Hannah Arendt, the political philosopher, once wrote that “power always stands in need of numbers”. That insight, made in the context of a study into the nature of violence, is one that commentators often turn to when explaining why Māori appear to fare so much better than Indigenous peoples in other parts of the Anglosphere. Māori make up more than 15% of the New Zealand population – more than five times larger than the Aboriginal Australian or Native American share of their national populations – meaning Māori are in a better position to press for guaranteed representation in parliament and local government, for dedicated television channels and radio stations, for native language schooling, and more. Indigenous peoples in other countries, to paraphrase Arendt, stand in need of numbers.
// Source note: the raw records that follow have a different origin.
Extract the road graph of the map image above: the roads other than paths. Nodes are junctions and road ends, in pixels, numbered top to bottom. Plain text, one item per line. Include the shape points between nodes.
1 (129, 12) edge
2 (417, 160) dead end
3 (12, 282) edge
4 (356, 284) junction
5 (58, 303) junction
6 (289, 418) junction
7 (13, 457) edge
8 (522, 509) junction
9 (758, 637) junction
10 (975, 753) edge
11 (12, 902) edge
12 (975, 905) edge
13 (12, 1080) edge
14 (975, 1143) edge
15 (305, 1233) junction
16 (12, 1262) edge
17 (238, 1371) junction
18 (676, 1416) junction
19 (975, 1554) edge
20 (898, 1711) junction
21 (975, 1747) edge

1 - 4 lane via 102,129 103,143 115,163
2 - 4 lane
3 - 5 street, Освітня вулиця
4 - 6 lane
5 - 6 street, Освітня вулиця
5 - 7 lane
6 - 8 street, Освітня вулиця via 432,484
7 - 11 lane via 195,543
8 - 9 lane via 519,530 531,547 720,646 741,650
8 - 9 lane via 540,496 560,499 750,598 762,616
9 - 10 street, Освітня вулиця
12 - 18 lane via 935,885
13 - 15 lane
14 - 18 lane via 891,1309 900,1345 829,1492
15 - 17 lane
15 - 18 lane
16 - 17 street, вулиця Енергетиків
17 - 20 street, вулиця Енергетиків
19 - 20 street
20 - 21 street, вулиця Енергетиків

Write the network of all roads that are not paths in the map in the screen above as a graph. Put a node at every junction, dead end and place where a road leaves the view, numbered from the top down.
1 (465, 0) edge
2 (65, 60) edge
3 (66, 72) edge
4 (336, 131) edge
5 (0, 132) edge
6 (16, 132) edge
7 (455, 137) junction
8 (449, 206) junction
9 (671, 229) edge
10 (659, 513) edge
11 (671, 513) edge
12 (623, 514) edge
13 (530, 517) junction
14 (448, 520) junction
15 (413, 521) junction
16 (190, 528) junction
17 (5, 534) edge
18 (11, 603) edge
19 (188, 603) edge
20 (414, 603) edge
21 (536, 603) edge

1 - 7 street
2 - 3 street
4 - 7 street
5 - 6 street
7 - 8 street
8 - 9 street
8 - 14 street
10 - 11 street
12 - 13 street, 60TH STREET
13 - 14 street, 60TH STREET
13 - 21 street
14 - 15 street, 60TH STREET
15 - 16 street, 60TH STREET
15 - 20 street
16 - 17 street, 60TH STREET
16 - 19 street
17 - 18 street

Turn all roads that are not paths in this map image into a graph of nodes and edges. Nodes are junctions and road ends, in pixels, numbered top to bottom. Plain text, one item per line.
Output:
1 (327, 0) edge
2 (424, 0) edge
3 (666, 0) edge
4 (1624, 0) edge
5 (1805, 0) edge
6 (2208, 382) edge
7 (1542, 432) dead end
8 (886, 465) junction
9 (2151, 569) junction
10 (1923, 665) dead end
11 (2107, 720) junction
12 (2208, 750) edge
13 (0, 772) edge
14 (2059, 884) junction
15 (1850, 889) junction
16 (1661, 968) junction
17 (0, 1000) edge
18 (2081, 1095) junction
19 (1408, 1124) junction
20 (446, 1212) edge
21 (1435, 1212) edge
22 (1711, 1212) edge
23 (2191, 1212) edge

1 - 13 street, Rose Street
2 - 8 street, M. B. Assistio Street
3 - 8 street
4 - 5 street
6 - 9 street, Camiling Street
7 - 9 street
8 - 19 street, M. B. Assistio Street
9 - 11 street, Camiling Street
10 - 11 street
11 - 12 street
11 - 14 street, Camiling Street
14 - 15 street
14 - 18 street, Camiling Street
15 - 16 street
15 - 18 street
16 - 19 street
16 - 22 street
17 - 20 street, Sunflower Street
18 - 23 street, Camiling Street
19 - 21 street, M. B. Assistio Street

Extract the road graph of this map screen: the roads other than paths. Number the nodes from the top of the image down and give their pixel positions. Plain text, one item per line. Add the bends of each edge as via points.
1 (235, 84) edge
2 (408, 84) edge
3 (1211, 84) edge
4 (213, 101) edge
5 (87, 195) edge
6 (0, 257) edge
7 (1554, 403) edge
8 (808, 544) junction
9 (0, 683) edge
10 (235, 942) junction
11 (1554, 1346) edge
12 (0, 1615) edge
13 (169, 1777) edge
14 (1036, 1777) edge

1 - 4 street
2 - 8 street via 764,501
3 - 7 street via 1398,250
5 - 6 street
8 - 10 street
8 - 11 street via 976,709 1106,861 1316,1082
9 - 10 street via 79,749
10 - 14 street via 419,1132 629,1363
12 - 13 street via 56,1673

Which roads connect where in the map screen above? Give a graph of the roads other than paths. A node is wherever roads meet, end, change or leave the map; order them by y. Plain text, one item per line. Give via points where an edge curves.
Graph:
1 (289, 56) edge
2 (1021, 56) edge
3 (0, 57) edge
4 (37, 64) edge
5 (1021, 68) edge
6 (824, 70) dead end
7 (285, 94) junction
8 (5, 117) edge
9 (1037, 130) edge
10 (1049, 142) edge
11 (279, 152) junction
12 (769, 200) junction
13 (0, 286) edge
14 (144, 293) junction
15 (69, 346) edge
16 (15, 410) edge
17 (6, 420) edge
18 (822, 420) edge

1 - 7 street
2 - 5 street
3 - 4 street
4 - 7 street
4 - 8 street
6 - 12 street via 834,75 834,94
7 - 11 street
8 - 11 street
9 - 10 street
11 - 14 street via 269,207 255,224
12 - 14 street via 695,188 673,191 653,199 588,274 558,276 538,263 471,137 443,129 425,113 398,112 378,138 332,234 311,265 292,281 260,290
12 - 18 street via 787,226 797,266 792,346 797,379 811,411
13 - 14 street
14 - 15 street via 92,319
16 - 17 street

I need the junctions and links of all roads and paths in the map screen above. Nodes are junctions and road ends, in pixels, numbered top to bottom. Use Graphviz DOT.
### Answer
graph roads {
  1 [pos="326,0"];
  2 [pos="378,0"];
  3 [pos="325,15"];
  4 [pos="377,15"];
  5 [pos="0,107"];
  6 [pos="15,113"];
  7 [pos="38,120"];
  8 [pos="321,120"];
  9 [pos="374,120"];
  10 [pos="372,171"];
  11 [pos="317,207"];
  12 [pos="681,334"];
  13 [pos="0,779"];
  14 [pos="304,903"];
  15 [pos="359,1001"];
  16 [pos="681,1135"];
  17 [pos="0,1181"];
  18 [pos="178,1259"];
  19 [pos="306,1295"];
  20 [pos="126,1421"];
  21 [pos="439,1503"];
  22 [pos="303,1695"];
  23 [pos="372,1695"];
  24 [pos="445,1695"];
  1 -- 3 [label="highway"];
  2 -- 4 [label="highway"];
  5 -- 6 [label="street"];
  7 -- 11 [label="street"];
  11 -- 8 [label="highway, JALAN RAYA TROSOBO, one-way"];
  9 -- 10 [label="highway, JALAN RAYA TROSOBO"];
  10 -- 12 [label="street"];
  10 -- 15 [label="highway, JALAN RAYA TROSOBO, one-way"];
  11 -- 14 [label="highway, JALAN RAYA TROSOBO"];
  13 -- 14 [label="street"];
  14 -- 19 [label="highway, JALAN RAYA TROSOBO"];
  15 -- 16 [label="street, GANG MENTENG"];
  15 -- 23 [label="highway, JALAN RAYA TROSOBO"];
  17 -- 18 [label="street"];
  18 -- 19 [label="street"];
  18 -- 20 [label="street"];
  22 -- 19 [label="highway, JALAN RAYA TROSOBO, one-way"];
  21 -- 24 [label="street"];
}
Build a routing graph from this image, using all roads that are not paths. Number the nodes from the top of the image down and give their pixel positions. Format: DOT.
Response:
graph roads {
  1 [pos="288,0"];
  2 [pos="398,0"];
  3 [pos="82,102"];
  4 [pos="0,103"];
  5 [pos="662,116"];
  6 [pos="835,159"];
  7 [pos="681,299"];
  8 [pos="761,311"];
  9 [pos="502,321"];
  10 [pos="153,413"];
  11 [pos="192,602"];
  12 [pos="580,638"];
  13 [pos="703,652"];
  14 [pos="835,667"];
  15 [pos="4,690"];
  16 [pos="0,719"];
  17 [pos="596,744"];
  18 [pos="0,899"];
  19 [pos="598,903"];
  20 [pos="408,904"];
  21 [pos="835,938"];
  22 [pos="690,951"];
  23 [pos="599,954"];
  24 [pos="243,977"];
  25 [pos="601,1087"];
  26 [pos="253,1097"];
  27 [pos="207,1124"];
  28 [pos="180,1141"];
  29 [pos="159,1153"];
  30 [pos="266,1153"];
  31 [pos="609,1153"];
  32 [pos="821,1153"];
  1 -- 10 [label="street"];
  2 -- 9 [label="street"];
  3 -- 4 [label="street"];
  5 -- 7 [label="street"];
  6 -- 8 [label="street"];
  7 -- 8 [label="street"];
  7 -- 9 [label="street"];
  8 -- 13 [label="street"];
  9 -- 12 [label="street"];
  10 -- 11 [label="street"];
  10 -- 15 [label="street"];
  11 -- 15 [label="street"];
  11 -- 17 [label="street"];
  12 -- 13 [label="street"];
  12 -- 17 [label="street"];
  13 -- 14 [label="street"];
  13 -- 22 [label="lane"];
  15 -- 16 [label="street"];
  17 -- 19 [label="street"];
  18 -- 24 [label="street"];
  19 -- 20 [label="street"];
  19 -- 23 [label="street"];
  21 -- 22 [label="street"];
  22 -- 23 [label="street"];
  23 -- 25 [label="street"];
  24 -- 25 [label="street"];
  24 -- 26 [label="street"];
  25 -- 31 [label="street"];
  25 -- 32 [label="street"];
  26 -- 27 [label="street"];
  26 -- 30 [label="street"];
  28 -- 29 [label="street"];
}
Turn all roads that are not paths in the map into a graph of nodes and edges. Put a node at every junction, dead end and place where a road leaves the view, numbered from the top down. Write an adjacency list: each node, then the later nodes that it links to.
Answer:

The argument is seductively simple. Social scientists sometimes call it the 3.5% rule. In other words, if enough people engage in active struggle – from workers’ strikes to street protests – the disruption they cause is almost always enough to guarantee political change. In the 1980s socialist organisers were turning out tens of thousands of people on the streets to protest the Springbok tour, nuclear warships, and racism against Māori. It’s impossible to measure whether the 3.5% threshold was met, but it’s obvious enough that the many thousands who took part in demonstrations and advocacy were enough to cancel any further Springbok tours, to prohibit nuclear warships from New Zealand waters, and to strengthen the Treaty of Waitangi’s position in the New Zealand constitution.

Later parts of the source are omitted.